# [DIRECTIONS]
As the answer, give every line of the records that includes the word "Cherry".

# [SUPPLIED DATA]
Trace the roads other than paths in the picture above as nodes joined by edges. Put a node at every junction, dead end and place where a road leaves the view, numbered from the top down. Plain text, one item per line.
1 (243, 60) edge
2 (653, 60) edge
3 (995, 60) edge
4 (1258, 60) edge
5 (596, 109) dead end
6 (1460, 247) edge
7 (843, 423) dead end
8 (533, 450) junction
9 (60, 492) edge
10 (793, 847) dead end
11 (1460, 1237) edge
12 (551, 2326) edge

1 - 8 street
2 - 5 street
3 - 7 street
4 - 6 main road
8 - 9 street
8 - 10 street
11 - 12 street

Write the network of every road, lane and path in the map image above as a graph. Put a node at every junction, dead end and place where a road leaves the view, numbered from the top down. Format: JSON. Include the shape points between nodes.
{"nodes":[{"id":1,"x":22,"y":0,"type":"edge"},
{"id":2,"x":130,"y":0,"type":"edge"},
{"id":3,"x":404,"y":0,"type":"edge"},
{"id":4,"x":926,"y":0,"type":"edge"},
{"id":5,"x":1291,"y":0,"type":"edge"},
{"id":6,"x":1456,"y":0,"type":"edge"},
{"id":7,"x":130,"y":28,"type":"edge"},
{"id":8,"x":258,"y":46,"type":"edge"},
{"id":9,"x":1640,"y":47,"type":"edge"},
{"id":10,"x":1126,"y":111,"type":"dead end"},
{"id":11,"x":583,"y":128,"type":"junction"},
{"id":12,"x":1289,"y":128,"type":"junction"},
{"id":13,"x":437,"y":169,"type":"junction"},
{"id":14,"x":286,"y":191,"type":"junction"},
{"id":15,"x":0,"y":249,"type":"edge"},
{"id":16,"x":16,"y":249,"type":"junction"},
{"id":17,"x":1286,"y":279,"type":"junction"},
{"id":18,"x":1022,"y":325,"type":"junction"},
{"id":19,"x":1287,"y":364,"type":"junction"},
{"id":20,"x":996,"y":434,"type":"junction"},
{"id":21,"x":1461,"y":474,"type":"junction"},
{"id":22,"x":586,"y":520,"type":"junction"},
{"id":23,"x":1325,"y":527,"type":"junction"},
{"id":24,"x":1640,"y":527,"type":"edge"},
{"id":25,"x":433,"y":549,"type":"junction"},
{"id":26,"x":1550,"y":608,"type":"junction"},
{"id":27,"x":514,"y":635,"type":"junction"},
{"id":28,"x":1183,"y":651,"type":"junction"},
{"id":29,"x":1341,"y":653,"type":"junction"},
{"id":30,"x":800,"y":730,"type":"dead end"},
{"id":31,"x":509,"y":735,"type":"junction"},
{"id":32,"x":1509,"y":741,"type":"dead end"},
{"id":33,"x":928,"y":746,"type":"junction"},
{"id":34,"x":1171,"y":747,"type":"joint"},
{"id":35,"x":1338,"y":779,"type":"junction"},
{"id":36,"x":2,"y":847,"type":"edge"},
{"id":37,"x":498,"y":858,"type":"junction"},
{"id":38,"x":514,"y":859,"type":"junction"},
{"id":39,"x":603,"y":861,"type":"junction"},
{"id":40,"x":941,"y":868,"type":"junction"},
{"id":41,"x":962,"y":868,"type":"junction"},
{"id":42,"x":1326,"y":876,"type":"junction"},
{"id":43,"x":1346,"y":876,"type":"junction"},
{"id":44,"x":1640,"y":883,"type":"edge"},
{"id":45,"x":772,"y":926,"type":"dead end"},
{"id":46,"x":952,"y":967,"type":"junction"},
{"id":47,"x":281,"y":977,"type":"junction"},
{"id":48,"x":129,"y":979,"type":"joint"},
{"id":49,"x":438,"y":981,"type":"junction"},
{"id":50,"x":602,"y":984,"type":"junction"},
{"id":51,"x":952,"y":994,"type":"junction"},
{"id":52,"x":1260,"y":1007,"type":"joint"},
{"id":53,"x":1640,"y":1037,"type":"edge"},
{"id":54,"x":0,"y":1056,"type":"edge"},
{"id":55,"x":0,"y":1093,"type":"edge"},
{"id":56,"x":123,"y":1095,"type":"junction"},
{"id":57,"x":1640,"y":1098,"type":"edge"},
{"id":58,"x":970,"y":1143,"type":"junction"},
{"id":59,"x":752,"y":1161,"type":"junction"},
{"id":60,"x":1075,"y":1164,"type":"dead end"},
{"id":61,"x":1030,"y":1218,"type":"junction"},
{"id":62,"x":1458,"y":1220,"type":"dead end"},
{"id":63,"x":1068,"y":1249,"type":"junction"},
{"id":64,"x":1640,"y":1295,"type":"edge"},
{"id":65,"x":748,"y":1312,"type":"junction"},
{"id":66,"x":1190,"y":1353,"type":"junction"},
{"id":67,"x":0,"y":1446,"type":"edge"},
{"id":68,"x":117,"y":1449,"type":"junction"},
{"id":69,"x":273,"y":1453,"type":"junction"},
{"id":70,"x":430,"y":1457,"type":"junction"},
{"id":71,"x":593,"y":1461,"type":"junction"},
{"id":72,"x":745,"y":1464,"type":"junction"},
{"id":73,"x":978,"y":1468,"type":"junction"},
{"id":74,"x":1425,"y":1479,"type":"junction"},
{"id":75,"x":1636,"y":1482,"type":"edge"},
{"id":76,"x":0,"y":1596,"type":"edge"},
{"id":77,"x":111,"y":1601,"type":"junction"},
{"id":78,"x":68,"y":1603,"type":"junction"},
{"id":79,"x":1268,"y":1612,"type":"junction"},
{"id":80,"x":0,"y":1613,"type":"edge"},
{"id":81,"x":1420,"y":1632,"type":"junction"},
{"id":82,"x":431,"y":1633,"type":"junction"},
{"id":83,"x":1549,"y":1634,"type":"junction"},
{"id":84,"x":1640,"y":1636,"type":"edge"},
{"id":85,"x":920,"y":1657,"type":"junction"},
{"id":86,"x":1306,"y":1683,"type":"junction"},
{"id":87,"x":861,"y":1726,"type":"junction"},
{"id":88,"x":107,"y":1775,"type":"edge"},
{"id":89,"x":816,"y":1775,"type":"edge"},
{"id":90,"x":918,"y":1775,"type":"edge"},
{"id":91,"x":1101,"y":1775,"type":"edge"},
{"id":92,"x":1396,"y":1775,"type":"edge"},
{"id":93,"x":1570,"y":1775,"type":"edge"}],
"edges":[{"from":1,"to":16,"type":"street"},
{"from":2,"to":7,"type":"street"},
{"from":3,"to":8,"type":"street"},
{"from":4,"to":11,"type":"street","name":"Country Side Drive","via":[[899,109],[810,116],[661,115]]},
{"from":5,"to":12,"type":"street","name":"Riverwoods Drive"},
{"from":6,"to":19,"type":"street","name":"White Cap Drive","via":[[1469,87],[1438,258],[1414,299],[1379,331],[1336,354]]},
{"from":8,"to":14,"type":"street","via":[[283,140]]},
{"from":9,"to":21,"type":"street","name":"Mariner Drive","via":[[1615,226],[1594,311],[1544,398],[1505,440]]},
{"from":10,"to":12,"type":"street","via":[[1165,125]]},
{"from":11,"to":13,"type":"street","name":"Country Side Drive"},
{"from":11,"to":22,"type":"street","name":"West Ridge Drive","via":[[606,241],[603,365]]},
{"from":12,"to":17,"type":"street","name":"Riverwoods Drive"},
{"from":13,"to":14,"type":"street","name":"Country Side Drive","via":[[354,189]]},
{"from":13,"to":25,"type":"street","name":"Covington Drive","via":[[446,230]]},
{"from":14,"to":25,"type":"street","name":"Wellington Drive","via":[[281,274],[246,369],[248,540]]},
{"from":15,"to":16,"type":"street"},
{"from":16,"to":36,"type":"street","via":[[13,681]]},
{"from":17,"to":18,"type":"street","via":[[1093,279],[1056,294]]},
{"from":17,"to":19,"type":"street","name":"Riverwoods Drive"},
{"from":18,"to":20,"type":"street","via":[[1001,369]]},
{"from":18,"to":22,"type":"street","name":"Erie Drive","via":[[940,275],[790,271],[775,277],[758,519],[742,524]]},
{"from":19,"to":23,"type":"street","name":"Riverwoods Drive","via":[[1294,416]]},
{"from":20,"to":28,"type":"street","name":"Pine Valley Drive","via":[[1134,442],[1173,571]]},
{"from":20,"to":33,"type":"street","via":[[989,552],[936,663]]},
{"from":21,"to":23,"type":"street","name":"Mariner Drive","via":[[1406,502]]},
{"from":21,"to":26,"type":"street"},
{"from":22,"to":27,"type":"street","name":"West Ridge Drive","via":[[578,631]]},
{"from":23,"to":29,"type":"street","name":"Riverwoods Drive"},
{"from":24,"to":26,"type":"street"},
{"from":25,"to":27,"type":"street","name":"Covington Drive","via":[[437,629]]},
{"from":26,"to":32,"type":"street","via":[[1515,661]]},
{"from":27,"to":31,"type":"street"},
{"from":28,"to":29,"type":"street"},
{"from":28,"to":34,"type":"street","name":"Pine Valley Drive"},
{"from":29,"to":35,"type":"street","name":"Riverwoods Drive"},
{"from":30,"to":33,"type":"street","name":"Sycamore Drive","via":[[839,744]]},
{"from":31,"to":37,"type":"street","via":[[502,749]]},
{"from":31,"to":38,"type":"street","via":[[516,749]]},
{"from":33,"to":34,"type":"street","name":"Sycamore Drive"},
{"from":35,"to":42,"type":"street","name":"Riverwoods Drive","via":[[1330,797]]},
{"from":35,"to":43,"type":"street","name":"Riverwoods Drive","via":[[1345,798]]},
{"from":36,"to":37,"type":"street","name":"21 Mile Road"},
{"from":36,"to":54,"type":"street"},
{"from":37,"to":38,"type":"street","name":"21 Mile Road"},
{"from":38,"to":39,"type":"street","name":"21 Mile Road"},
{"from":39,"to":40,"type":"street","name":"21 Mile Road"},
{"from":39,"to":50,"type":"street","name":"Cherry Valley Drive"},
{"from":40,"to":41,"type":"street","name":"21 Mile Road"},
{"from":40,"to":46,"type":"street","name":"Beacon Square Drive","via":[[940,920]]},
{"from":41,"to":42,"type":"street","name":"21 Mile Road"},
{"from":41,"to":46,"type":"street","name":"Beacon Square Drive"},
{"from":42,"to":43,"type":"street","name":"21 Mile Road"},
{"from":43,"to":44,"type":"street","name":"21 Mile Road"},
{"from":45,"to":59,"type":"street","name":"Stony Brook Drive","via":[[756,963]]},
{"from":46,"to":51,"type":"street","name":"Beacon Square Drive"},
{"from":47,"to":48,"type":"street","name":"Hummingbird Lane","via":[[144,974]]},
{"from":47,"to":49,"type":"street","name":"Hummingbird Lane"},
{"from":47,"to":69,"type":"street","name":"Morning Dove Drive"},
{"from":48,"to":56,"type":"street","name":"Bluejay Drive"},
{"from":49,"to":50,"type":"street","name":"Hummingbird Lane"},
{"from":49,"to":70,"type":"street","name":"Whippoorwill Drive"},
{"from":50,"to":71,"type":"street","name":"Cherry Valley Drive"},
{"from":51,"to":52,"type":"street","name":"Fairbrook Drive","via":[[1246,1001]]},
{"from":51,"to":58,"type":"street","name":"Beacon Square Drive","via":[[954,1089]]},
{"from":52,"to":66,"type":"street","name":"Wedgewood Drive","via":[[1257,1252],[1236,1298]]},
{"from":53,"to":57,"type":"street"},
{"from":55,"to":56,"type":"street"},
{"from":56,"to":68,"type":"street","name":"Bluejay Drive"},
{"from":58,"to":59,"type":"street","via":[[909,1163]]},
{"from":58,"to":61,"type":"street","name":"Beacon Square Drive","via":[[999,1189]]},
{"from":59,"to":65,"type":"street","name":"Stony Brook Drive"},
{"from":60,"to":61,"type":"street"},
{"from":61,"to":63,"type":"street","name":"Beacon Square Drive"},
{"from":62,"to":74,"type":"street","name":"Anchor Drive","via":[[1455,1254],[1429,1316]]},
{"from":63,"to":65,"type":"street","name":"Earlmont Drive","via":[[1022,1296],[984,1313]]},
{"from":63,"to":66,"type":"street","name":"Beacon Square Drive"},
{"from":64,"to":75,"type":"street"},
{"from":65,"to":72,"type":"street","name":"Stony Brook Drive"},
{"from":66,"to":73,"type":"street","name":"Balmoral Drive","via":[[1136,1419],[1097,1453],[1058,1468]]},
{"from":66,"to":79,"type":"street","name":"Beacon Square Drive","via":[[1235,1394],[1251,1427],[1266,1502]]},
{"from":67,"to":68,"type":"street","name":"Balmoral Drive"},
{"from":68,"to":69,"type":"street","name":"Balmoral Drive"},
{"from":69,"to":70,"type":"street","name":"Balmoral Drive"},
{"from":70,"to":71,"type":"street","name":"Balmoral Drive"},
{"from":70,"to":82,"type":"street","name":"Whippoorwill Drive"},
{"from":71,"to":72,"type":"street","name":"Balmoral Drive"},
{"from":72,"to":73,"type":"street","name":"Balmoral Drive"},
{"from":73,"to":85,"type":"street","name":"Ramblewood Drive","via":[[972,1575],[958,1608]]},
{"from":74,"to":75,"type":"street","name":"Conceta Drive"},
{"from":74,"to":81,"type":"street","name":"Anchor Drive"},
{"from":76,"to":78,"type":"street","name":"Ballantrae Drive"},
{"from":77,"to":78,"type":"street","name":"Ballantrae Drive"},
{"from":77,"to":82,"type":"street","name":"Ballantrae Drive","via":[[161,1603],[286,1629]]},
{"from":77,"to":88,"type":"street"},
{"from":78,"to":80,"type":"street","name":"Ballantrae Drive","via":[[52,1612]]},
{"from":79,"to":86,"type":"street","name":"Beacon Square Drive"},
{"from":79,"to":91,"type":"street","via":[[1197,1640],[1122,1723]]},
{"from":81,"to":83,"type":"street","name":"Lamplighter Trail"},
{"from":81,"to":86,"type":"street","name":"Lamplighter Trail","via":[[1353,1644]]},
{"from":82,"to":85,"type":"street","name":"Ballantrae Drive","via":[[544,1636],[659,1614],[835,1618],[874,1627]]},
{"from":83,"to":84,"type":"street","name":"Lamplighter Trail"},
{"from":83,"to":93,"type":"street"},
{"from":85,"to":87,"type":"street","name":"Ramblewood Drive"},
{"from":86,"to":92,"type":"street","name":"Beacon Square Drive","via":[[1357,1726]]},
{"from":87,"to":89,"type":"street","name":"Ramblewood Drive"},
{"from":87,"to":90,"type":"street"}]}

# [EXERCISE SOLUTION]
{"from":39,"to":50,"type":"street","name":"Cherry Valley Drive"},
{"from":50,"to":71,"type":"street","name":"Cherry Valley Drive"},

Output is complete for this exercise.